Xbox 2: Somebody's On Crack

I don't know who it is or where they are, but the rumored Xbox 2 specs are clearly evidence that somebody is ingesting dangerous quantities of some mind altering substances.

Let's take this "information" apart piece by piece.

The first point is the lack of a hard drive. The article says on this point:

The current Xbox has an eight-gigabyte hard disk drive. That drive is useful for online games and storing game art, but many developers chose not to make use of it. As a result, Microsoft seems to have decided that saving the $50 the hard drive costs outweighs its benefits.

This makes no sense on its face, the only question is whether this is a bit of bogus information that just proves that the media will snap on any scurrilous bit of rumor they get, or evidence that after a fairly good showing with its first gaming console, Microsoft is headed for a sophomore slump of Biblical proportions after having failed to learn anything, even from its own marketing hype.

The killer advantage of the Xbox was supposed to be the ethernet port, for online gaming and downloadable content. Unless this thing is going to have a built-in optical drive with write abilities, the removal of the hard drive means no online updates, no downloadable content. Perhaps that experiment has been abandoned, although it was only a few short weeks ago that the company was talking about the success of the program with MechAssault, the first Xbox game that offered downloadable content.

Even with the platform a static development target, console games are reaching a point of complexity where bug-free games are hard to make, and the only way to fix them is online patches.
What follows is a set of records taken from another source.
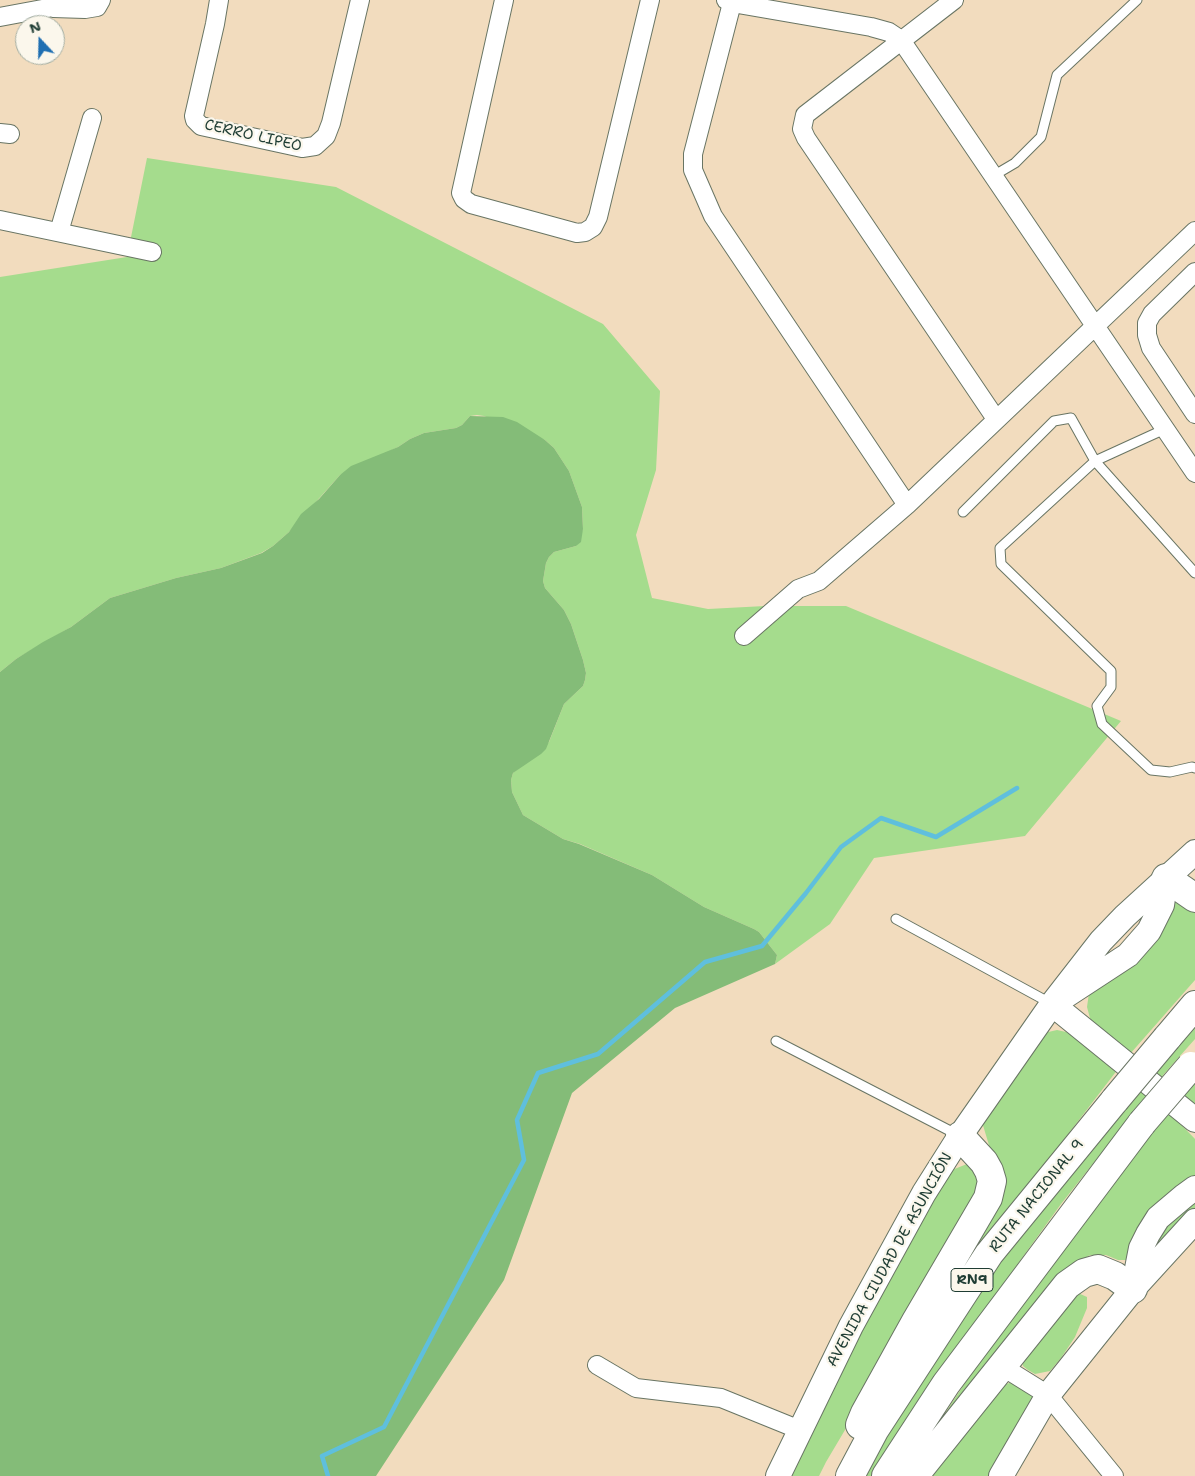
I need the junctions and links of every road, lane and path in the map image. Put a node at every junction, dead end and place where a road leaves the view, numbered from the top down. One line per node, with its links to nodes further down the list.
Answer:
1 (68, 0): 10 (street)
2 (101, 0): 10 (street)
3 (219, 0): 4 (street, CERRO LIPEO)
4 (360, 0)
5 (504, 0): 6 (street)
6 (650, 0)
7 (954, 0): 12 (street)
8 (1137, 0): 14 (lane)
9 (729, 1): 12 (street); 26 (street)
10 (48, 8): 11 (street)
11 (0, 17)
12 (901, 40): 14 (street); 22 (street)
13 (92, 118): 17 (street)
14 (993, 176): 20 (street)
15 (0, 220): 17 (street)
16 (1195, 231): 20 (street)
17 (59, 232): 18 (street)
18 (152, 252)
19 (1195, 272): 21 (street)
20 (1096, 324): 22 (street); 23 (street)
21 (1195, 414)
22 (996, 419): 26 (street)
23 (1166, 428): 24 (lane); 25 (street)
24 (1095, 461): 27 (lane); 28 (lane); 30 (lane)
25 (1195, 473)
26 (907, 505): 29 (street)
27 (963, 512)
28 (1195, 573)
29 (744, 636)
30 (1195, 768)
31 (1195, 852): 32 (street)
32 (1166, 878): 33 (highway); 35 (street, AVENIDA CIUDAD DE ASUNCIÓN)
33 (1195, 898)
34 (896, 918): 35 (lane)
35 (1052, 1004): 39 (street); 40 (street, AVENIDA CIUDAD DE ASUNCIÓN)
36 (1195, 1005): 50 (highway, RUTA NACIONAL 9 / RN9, bridge)
37 (776, 1041): 40 (lane)
38 (1193, 1064): 51 (highway, RN9, bridge)
39 (1195, 1120)
40 (960, 1136): 47 (street, AVENIDA CIUDAD DE ASUNCIÓN); 49 (highway)
41 (1195, 1188): 43 (street)
42 (1195, 1221): 43 (street)
43 (1133, 1289): 45 (highway); 46 (street)
44 (597, 1365): 47 (street)
45 (1003, 1367): 46 (street); 52 (highway)
46 (1048, 1395): 53 (street); 54 (street)
47 (800, 1430): 48 (street, AVENIDA CIUDAD DE ASUNCIÓN)
48 (778, 1476)
49 (839, 1476)
50 (850, 1476)
51 (886, 1476)
52 (914, 1476)
53 (1002, 1476)
54 (1114, 1476)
No hard drive, no patches.

The speculation that this move is to control console costs and reduce loss makes no sense. All the console makers take a loss on the hardware and profit on the games. If you can't do that, you don't have a console business. Also, targeting Sony for the next round of competition is premature. Microsoft largely failed to position itself as a clear #2 in the market, in many places running neck and neck with Nintendo, except in Japan, where they got trounced. If anything, they should continue to offer superior value and a good price point-- even if that means significant losses on hardware-- and use their ability to subsidize their gaming studio with their other businesses to drive Nintendo into a software-only role like Sega. It's unlikely that will ever happen completely, as Nintendo virtually owns the portable gaming space, but still, the nearest target for Microsoft in the market is Nintendo-- not Sony If Microsoft thinks that a photo finish for second place in a three-horse race is good enough to start worrying about being a market leader, they've got another think coming. Perhaps someone should look at the Sony sales figures again.

And lastly, it isn't clear if Microsoft will include the current DVD video technology or Blu-Ray, its successor. Blu-Ray will hold much more data, but it's unclear when it will be ready for market.
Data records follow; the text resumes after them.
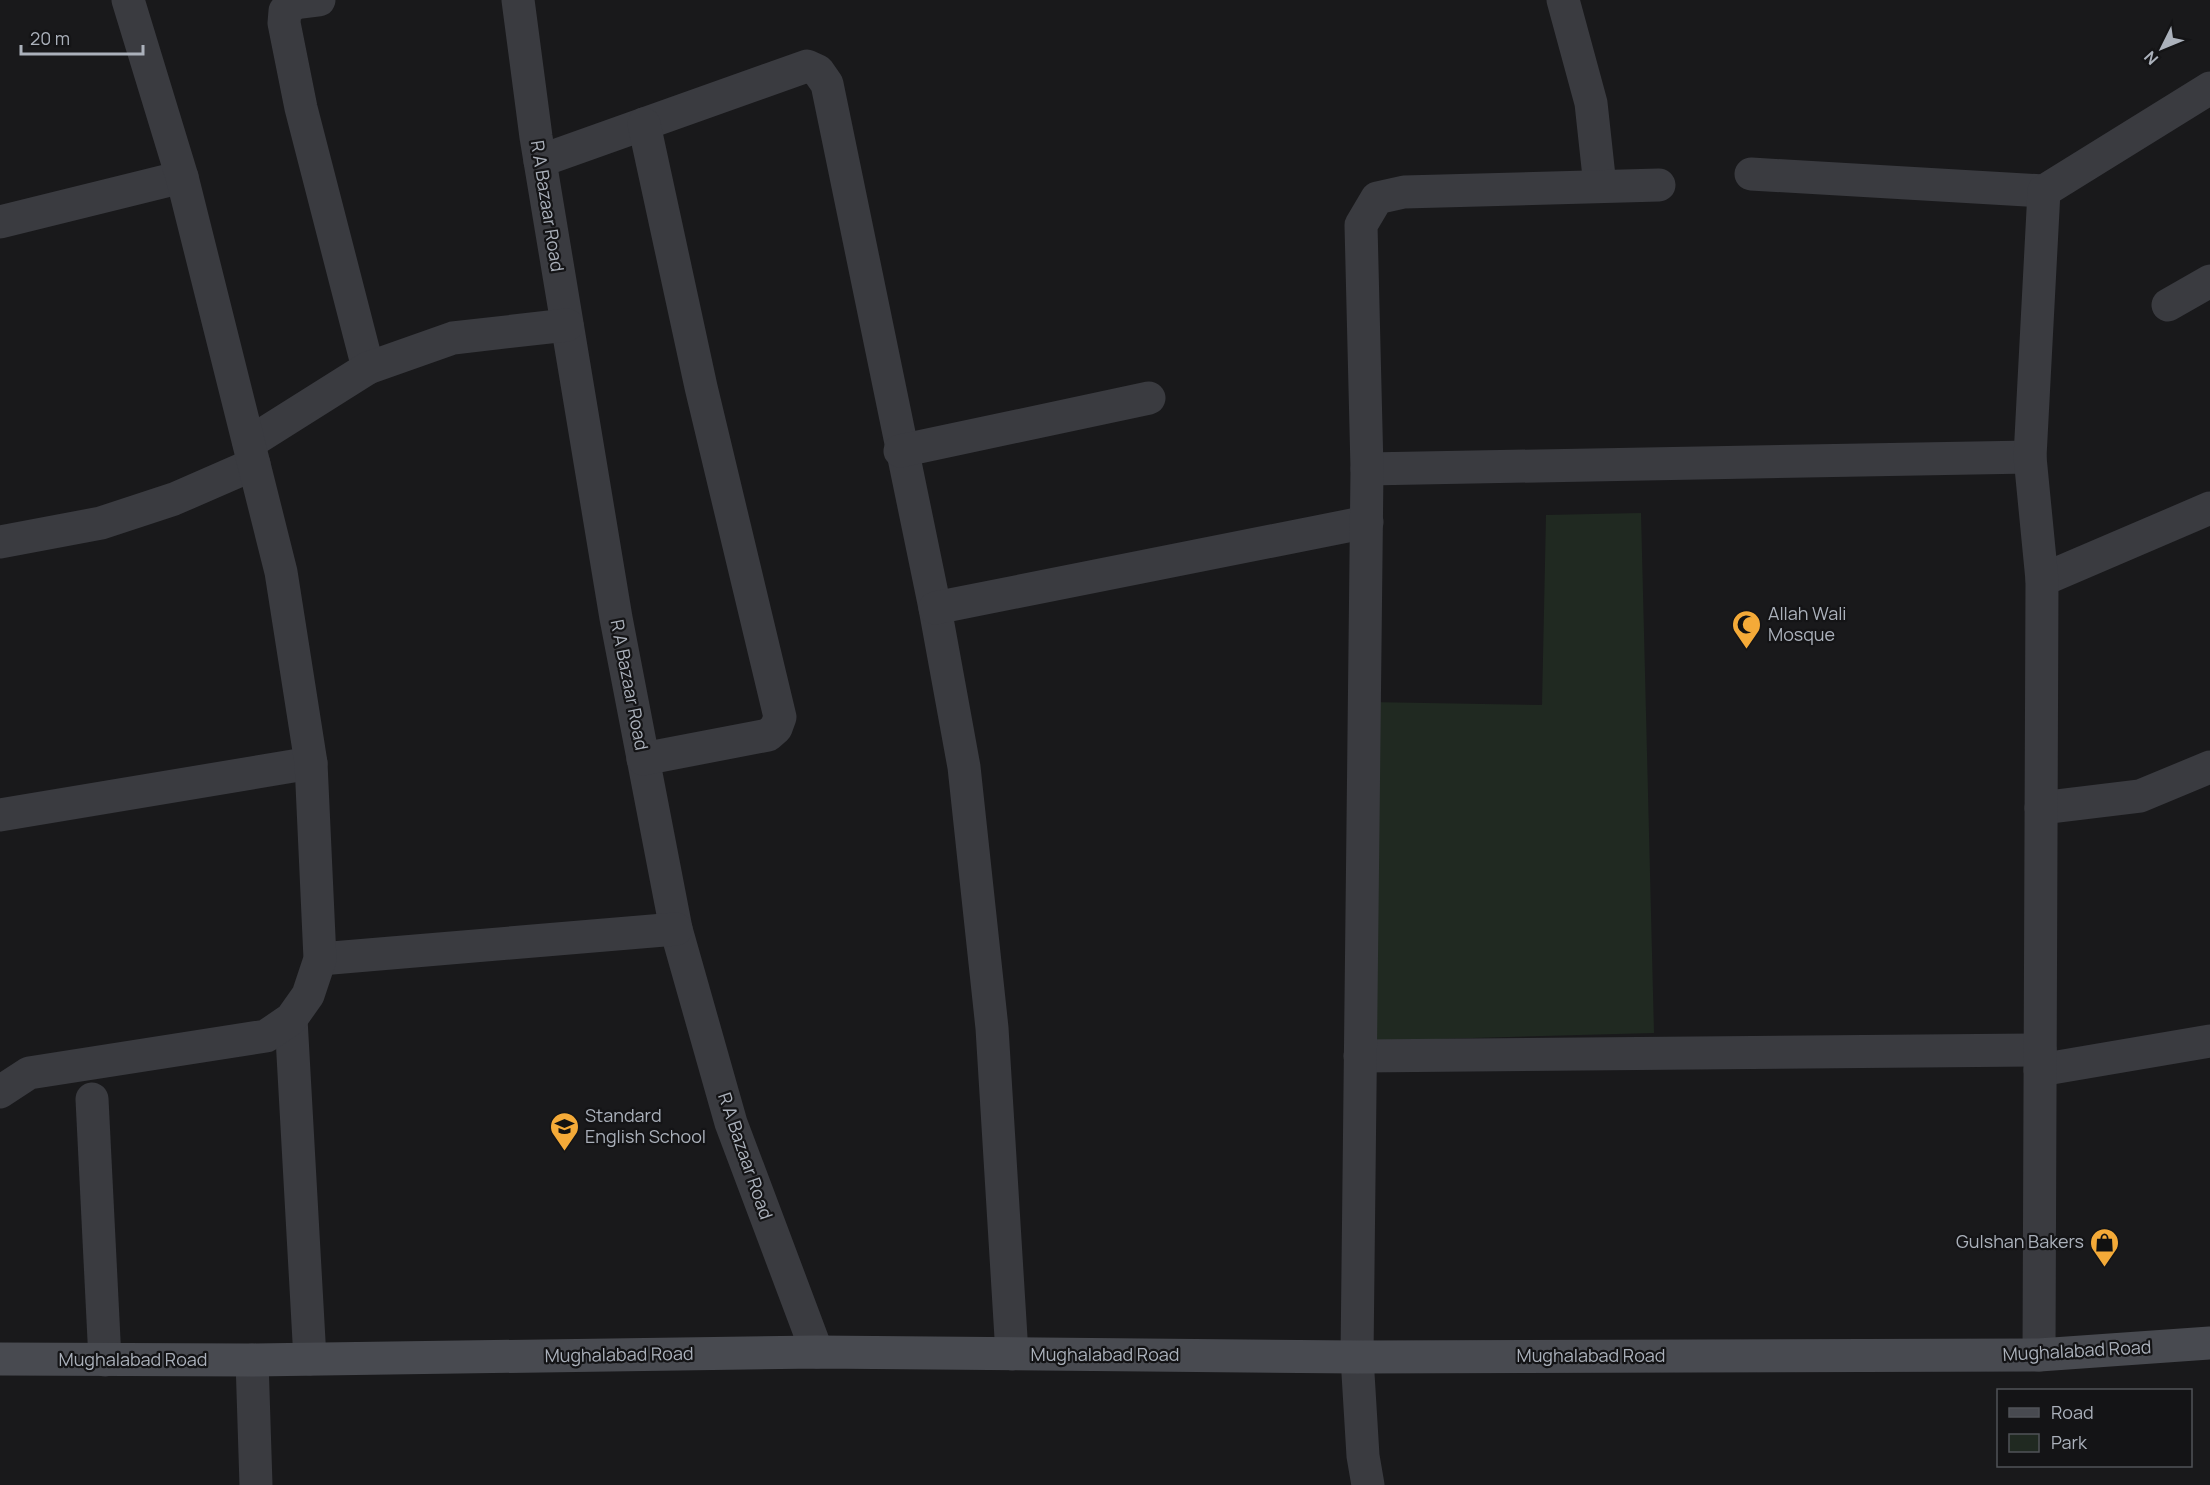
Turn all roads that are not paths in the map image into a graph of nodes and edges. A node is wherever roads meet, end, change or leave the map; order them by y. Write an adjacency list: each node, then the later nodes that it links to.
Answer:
1 (129, 0): 9 (street)
2 (313, 0): 17 (street)
3 (518, 0): 7 (street, R A Bazaar Road)
4 (1563, 0): 11 (street)
5 (2210, 88): 12 (street)
6 (644, 124): 7 (street); 19 (street); 28 (street)
7 (540, 161): 16 (street, R A Bazaar Road)
8 (1751, 174): 12 (street)
9 (182, 177): 13 (street); 20 (street)
10 (1659, 185): 11 (street)
11 (1599, 186): 22 (street)
12 (2044, 191): 21 (street)
13 (0, 222)
14 (2210, 281): 15 (street)
15 (2168, 305)
16 (567, 325): 17 (street); 28 (street, R A Bazaar Road)
17 (368, 368): 20 (street)
18 (1149, 398): 19 (street)
19 (900, 451): 27 (street)
20 (251, 453): 25 (street); 29 (street)
21 (2030, 457): 22 (street); 26 (street)
22 (1367, 469): 24 (street)
23 (2210, 508): 26 (street)
24 (1367, 522): 27 (street); 37 (street)
25 (0, 542)
26 (2042, 580): 31 (street)
27 (934, 608): 43 (street)
28 (643, 759): 33 (street, R A Bazaar Road)
29 (311, 763): 32 (street); 34 (street)
30 (2210, 767): 31 (street)
31 (2041, 808): 38 (street)
32 (0, 815)
33 (676, 929): 34 (street); 42 (street, R A Bazaar Road)
34 (320, 959): 35 (street)
35 (291, 1019): 39 (street); 47 (street)
36 (2210, 1041): 38 (street)
37 (1360, 1056): 38 (street); 45 (street)
38 (2040, 1060): 44 (street)
39 (0, 1092)
40 (93, 1099): 48 (street)
41 (2210, 1343): 44 (street, Mughalabad Road)
42 (817, 1352): 43 (street, Mughalabad Road); 47 (street, Mughalabad Road)
43 (1012, 1354): 45 (street, Mughalabad Road)
44 (2039, 1355): 45 (street, Mughalabad Road)
45 (1357, 1357): 51 (street)
46 (0, 1359): 48 (street, Mughalabad Road)
47 (310, 1359): 49 (street, Mughalabad Road)
48 (105, 1360): 49 (street, Mughalabad Road)
49 (252, 1360): 50 (street)
50 (256, 1485)
51 (1368, 1485)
This also makes no sense at all. Both the Xbox and the PlayStation 2 have DVD drives; the GameCube uses a proprietary media format that stores less space. Halo, which shipped for the Xbox on a DVD and for the Mac and PC on a single CD, is still the console's best-seller. There's absolutely no indication that the limits of the DVD format are being approached, storage-wise. There's also no indication that there's any correlation between the amount of storage space a game requires and how good it is; if there were, then companies would still be making FMV games. To top it all off, this tidbit is in direct conflict with the goal ascribed to Microsoft elsewhere in the article, which was supposedly to control the hardware costs of the box. A Blu-Ray drive would almost certainly be more expensive than a normal DVD drive; even if is equal to the price of a current-spec DVD drive by the time the Xbox 2 is being produced, a standard DVD drive would still be cheaper. So let's sum this up: there would be no point in decreasing the cost of the Xbox 2 $50 by removing the hard drive and then losing that advantage by including a more expensive optical drive that is in no way necessary or demonstrably better.

Compatibility with the original Xbox, which is based on Intel and Nvidia chips, isn't guaranteed. Microsoft is concerned it would cost too much money in hardware or in licensing fees to enable the Xbox Next to play old Xbox games. This is risky in part because Sony's strategy has been to maintain compatibility with its old consoles.
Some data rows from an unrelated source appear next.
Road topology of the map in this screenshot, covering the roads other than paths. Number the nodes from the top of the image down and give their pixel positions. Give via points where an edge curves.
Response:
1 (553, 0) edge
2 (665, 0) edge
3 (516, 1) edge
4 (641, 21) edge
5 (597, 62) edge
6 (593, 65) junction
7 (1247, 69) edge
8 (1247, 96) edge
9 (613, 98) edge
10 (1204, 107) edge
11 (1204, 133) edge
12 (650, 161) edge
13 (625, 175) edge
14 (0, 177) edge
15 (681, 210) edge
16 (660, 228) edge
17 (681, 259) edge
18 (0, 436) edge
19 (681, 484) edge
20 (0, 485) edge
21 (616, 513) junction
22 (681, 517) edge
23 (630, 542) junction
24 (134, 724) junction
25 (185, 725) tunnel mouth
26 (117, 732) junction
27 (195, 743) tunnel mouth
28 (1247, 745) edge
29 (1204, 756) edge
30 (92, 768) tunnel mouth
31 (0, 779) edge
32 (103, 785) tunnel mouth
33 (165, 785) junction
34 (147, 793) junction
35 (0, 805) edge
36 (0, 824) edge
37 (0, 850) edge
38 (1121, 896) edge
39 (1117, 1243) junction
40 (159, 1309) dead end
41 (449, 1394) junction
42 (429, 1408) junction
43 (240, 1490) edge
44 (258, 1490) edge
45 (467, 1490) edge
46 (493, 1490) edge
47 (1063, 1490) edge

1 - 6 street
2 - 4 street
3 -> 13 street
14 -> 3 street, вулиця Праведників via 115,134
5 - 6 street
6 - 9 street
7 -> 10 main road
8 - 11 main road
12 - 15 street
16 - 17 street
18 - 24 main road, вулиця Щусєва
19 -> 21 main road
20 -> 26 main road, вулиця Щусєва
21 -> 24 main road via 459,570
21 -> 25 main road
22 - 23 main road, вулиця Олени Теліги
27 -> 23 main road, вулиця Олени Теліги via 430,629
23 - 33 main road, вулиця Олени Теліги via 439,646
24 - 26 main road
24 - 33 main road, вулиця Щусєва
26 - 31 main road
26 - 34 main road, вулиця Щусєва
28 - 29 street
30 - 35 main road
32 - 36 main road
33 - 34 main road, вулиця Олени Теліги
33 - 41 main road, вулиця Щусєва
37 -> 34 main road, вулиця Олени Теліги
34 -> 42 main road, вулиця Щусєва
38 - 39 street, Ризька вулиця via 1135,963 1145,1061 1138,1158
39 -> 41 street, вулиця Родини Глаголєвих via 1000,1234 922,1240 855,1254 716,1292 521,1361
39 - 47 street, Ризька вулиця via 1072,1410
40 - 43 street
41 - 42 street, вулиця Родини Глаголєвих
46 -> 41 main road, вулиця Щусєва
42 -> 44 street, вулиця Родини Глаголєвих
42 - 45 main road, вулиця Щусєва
I'd like to just dismiss this as bull as well, but unfortunately there might be a basis for this. In burning its bridges with Intel and Nvidia, it may very well be true that whatever licensing they'd need to do to make the Xbox 2 backwards compatible with an older console based on a different processor architecture and a different GPU vendor might be prohibitively expensive. The original deals for those technologies might not have included future hardware, allowing them to put the squeeze on Microsoft as punishment for abandoning them as vendors. Of course, any x86 compatible processor vendor would probably do as a replacement for the Intel chip in the original Xbox, so it's not likely that Intel's position is a factor, unless there are specific new technologies in the Xbox that were licensed separately. The GPU might be an issue, but this also seems unlikely: as the Nvidia chip in the Xbox was supposed to support a special new superset of DirectX as well as OpenGL, it would simply remain to ATI to make a chip that supported the same instructions. Millions of PCs around the world play the same PC games (with varying results, of course) on video cards designed by these two manufacturers, because they're using the same APIs.